▸ Goal of the exercise
Each line from the one containing "Build a routing" through the end of the entries below should be transcribed exactly, and no other line.

[Saved entries]
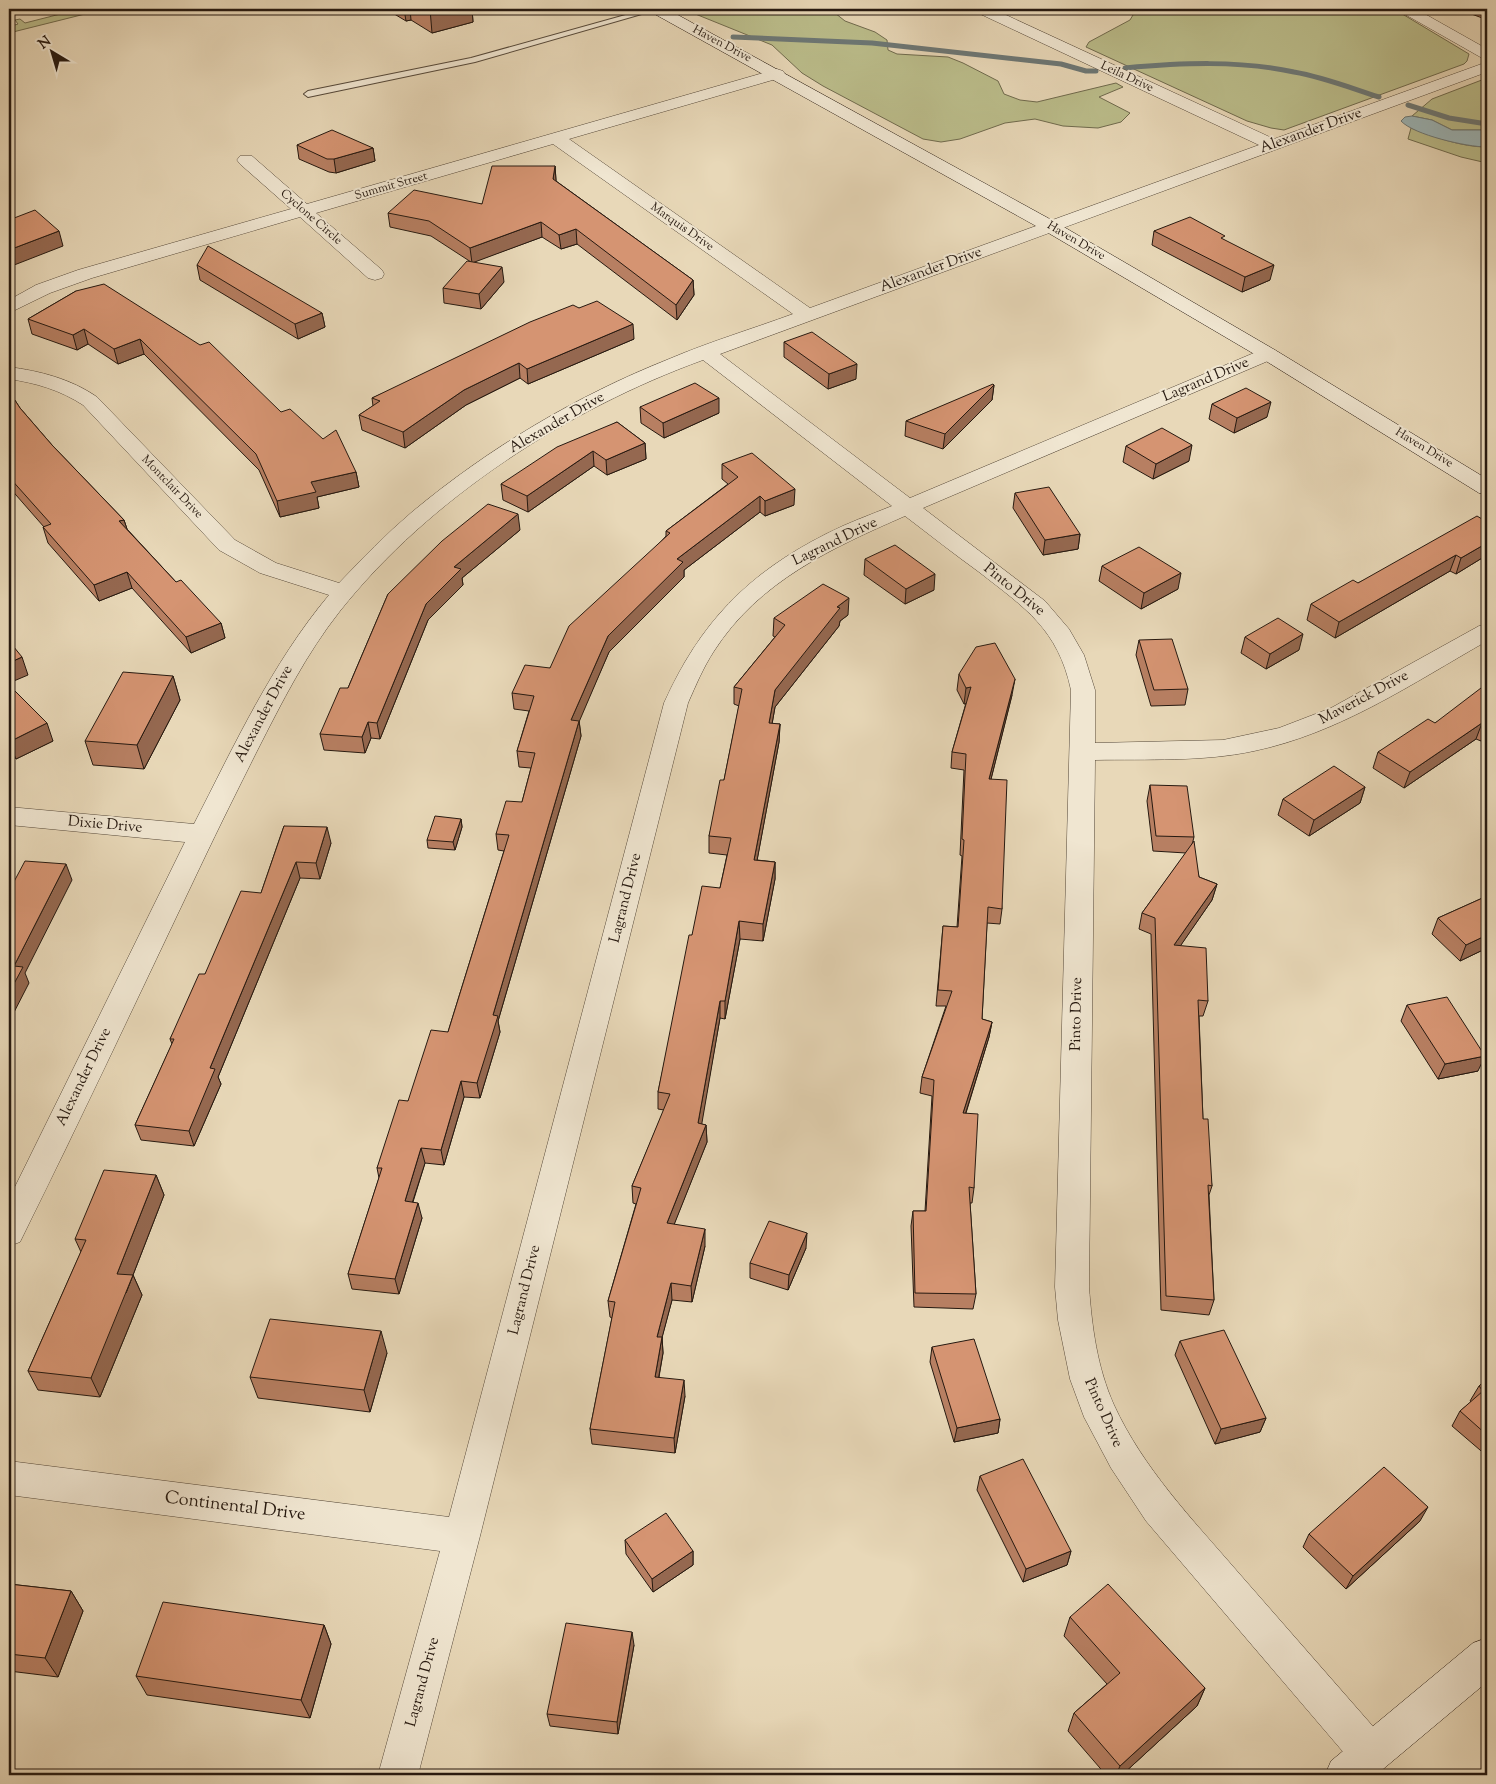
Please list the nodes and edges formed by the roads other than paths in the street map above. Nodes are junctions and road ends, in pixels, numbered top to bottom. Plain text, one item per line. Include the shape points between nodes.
1 (473, 9) edge
2 (503, 9) edge
3 (655, 9) edge
4 (981, 9) edge
5 (1406, 9) edge
6 (1487, 55) edge
7 (1487, 66) edge
8 (777, 74) junction
9 (308, 94) dead end
10 (556, 138) junction
11 (1273, 145) junction
12 (246, 160) dead end
13 (304, 211) junction
14 (1051, 227) junction
15 (375, 274) dead end
16 (9, 307) edge
17 (808, 315) junction
18 (705, 352) junction
19 (1268, 354) junction
20 (9, 373) edge
21 (1487, 488) edge
22 (908, 507) junction
23 (344, 592) junction
24 (1487, 630) edge
25 (1082, 752) junction
26 (9, 816) edge
27 (202, 834) junction
28 (9, 1232) edge
29 (9, 1478) edge
30 (462, 1536) junction
31 (1487, 1656) edge
32 (1357, 1764) edge
33 (398, 1775) edge

1 - 2 lane via 485,12
3 - 8 street, Haven Drive
3 - 9 lane via 472,60
4 - 11 street, Leila Drive
5 - 6 street
7 - 11 street, Alexander Drive
8 - 10 street, Summit Street
8 - 14 street, Haven Drive
10 - 13 street, Summit Street
10 - 17 street, Marquis Drive
11 - 14 street, Alexander Drive
12 - 13 street, Cyclone Circle
13 - 15 street, Cyclone Circle
13 - 16 street, Summit Street via 63,281
14 - 17 street, Alexander Drive
14 - 19 street, Haven Drive
17 - 18 street, Alexander Drive
18 - 22 street, Pinto Drive
18 - 23 street, Alexander Drive via 607,394 509,449 424,511
19 - 21 street, Haven Drive
19 - 22 street, Lagrand Drive
20 - 23 street, Montclair Drive via 63,385 90,401 238,553 281,574
22 - 25 street, Pinto Drive via 1037,606 1060,632 1076,661 1082,683
22 - 30 street, Lagrand Drive via 810,551 764,582 710,638 684,680
23 - 27 street, Alexander Drive via 289,666
24 - 25 street, Maverick Drive via 1340,714 1286,735 1223,748
25 - 32 street, Pinto Drive via 1072,1286 1081,1359 1092,1396 1109,1434 1132,1472
26 - 27 street, Dixie Drive
27 - 28 street, Alexander Drive
29 - 30 street, Continental Drive
30 - 33 street, Lagrand Drive
31 - 32 street

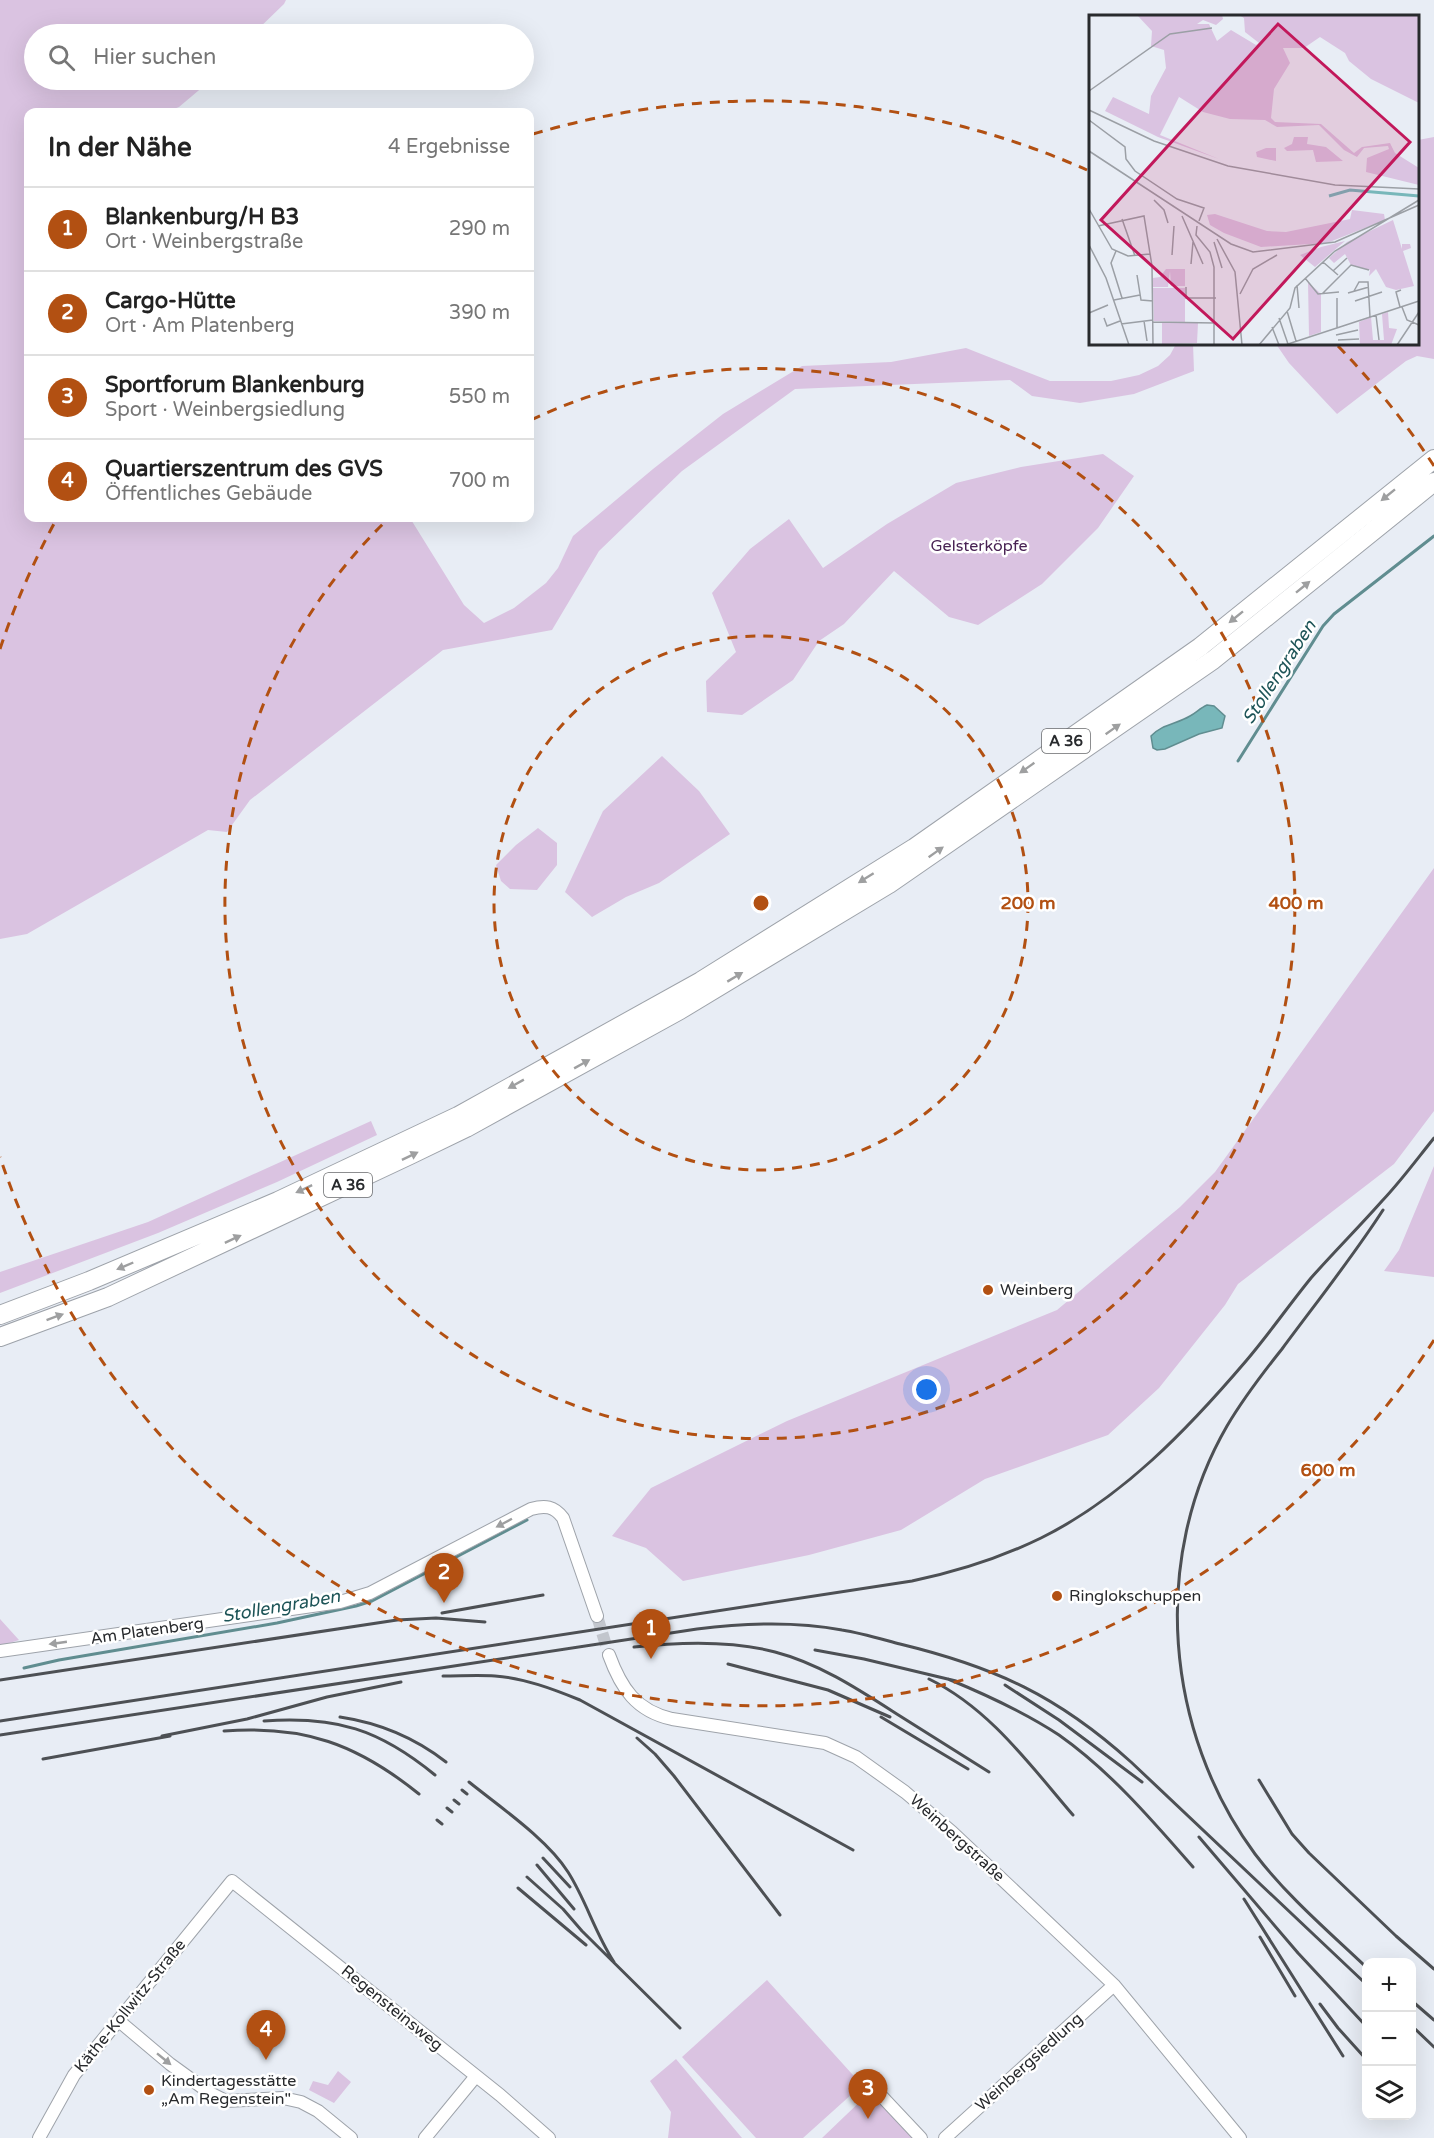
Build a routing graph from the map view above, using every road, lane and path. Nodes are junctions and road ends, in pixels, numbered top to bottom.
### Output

▸ Result below
Build a routing graph from the map view above, using every road, lane and path. Nodes are junctions and road ends, in pixels, numbered top to bottom.
### Output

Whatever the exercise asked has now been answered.